Aufgewachsen in der Automobil-Metropole Detroit als Sohn eines Fabrikarbeiters und einer Mutter, die sich nach der Scheidung mit mehreren Gelegenheitsjobs über Wasser hielt, erfuhr Ben Carson die Härte einer Jugend in bitterer Armut. Er schaffte den Hochschulabschluss und studierte unter anderem an der Elite-Universität Yale. Als erst 33-Jähriger wurde er Direktor für Kinder-Gehirnchirurgie an der John-Hopkins-Klinik. Ben Carson ist in Medizinerkreisen weltberühmt: Der Neurochirurg gilt als Pionier der operativen Trennung Siamesischer Zwillinge. Den ersten erfolgreichen Eingriff führte er 1987 an einem deutschen Brüderpaar aus Ulm durch.
Im März 2013 trat Ben Carson den Ruhestand mit der Begründung an: „Es macht Sinn, dies auf dem Höhepunkt des Könnens zu tun.“ Politisch sieht sich der Vater von drei Söhnen seit 1990 bei den Republikanern zuhause – und glaubt, dass es für Ärzte, Wissenschaftler oder Ingenieure eine gute Idee ist, sich wegen ihrer analytischen Fähigkeiten „in die politische Arena zu begeben“.

Schafft er es ins Weiße Haus, wäre er nach Barack Obama der zweite Farbige in Folge im „Oval Office“. Doch Angriffsfläche böte Ben Carson genug, denn viele seiner Thesen stehen ganz im Gegensatz zu seinem abwägenden Erscheinungsbild: Der Holocaust hätte verhindert werden können, wenn die Juden nur genug Waffen gehabt hätten. Abtreibungen dürften selbst nach Vergewaltigungen, Inzest oder bei Gefahr für die Mutter nicht vorgenommen werden. Ein Muslim dürfe nicht Präsident werden – es sei denn, dieser erkläre ausdrücklich, die Verfassung zu akzeptieren. Homosexuell zu sein, sei eine persönliche Entscheidung, schließlich kämen viele „normale“ „Männer nach einem Gefängnisaufenthalt als Schwule zurück. Und: Die Einführung der staatlichen Krankenversicherung („Obamacare“) sei das Schlimmste für die USA seit der Ära der Sklaverei.

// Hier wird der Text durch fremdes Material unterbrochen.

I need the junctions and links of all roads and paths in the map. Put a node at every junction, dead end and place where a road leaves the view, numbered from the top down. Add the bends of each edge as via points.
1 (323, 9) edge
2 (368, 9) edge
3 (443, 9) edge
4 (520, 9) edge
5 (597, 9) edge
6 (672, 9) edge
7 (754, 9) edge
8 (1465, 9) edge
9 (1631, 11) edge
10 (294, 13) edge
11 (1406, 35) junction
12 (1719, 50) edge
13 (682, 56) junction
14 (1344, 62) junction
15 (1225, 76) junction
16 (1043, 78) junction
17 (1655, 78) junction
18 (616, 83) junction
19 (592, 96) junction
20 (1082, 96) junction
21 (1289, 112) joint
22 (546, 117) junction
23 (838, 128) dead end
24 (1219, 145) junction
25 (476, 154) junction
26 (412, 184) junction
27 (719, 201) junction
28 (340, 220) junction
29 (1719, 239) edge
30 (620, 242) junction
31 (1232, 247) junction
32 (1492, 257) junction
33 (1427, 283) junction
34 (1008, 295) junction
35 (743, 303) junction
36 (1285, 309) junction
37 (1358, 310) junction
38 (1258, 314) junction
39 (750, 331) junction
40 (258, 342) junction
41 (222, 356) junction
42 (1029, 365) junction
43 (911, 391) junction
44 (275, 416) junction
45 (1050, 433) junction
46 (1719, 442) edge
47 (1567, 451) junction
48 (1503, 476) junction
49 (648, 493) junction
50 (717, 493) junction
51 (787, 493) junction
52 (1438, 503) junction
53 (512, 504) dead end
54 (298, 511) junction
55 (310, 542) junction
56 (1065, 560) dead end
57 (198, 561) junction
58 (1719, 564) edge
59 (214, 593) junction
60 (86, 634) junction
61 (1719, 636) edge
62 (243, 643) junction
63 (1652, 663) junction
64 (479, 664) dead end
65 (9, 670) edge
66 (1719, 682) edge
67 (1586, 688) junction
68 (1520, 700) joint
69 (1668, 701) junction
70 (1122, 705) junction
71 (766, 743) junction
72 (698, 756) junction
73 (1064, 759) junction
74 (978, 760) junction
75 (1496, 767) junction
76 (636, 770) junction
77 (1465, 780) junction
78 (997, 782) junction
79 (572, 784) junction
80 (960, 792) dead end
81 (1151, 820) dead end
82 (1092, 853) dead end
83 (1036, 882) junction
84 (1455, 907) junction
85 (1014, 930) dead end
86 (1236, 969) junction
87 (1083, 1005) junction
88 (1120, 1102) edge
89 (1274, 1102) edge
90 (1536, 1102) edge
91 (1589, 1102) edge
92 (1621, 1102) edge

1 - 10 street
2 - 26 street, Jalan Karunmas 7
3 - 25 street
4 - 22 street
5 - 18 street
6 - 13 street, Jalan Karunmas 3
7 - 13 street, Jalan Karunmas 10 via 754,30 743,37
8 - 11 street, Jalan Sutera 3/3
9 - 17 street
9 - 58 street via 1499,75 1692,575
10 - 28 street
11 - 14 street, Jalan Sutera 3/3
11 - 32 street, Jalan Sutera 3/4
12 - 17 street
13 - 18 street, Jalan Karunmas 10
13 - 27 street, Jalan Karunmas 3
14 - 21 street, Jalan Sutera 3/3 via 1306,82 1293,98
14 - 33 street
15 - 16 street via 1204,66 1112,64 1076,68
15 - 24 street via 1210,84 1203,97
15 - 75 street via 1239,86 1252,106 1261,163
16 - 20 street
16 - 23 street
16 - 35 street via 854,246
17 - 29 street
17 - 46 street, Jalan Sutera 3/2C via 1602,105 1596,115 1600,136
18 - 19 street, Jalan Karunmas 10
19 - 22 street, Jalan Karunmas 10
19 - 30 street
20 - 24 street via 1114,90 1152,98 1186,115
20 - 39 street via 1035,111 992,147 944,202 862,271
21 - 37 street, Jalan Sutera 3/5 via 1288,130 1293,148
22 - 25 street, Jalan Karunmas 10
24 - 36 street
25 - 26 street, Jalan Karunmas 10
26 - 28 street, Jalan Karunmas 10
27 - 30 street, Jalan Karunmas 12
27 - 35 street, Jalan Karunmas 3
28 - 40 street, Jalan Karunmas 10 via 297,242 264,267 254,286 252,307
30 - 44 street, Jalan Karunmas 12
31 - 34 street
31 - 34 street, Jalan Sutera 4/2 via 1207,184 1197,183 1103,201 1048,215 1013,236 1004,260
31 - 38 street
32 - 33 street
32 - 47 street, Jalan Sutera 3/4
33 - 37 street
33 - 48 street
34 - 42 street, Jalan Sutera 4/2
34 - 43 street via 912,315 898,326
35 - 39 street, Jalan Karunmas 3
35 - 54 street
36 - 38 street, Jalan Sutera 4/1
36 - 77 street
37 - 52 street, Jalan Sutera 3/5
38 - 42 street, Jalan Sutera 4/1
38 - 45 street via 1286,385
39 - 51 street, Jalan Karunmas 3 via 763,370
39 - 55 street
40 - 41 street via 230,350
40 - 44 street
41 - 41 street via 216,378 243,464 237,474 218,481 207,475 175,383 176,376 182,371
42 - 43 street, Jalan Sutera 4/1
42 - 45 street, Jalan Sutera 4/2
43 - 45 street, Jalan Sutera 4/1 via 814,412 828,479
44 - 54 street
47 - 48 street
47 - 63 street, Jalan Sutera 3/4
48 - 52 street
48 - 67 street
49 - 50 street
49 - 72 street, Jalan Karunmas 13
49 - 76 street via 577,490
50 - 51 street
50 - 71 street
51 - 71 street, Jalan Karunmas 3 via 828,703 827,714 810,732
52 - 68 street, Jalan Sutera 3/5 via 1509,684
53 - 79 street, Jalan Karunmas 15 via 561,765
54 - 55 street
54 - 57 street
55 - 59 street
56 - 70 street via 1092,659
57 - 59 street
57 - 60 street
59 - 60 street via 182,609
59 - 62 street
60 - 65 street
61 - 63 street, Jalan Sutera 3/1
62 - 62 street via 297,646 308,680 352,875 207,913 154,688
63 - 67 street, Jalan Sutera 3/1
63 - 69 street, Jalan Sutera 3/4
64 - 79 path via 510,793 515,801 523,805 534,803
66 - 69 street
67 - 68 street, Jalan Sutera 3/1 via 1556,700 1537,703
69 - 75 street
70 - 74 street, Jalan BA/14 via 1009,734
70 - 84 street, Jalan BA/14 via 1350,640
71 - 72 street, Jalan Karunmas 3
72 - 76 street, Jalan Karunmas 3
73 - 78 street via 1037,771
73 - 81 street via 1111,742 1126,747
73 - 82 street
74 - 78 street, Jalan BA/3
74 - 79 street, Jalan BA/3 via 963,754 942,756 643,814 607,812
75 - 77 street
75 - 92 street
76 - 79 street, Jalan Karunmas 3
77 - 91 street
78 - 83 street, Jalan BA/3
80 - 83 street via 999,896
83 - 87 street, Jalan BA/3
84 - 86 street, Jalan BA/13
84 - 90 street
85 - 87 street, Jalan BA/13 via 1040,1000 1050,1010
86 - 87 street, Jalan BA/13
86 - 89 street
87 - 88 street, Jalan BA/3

Diese provokanten Aussagen habe Ben Carson zumindest bei den rechten Wählern nicht geschadet. Im Gegenteil. Allerdings: Für Hillary Clinton, die sich als Vertreterin der Mittelschicht und politischen Mitte profiliert und beste Chancen auf das „Ticket“ der Demokraten hat, wären sie eine Steilvorlage.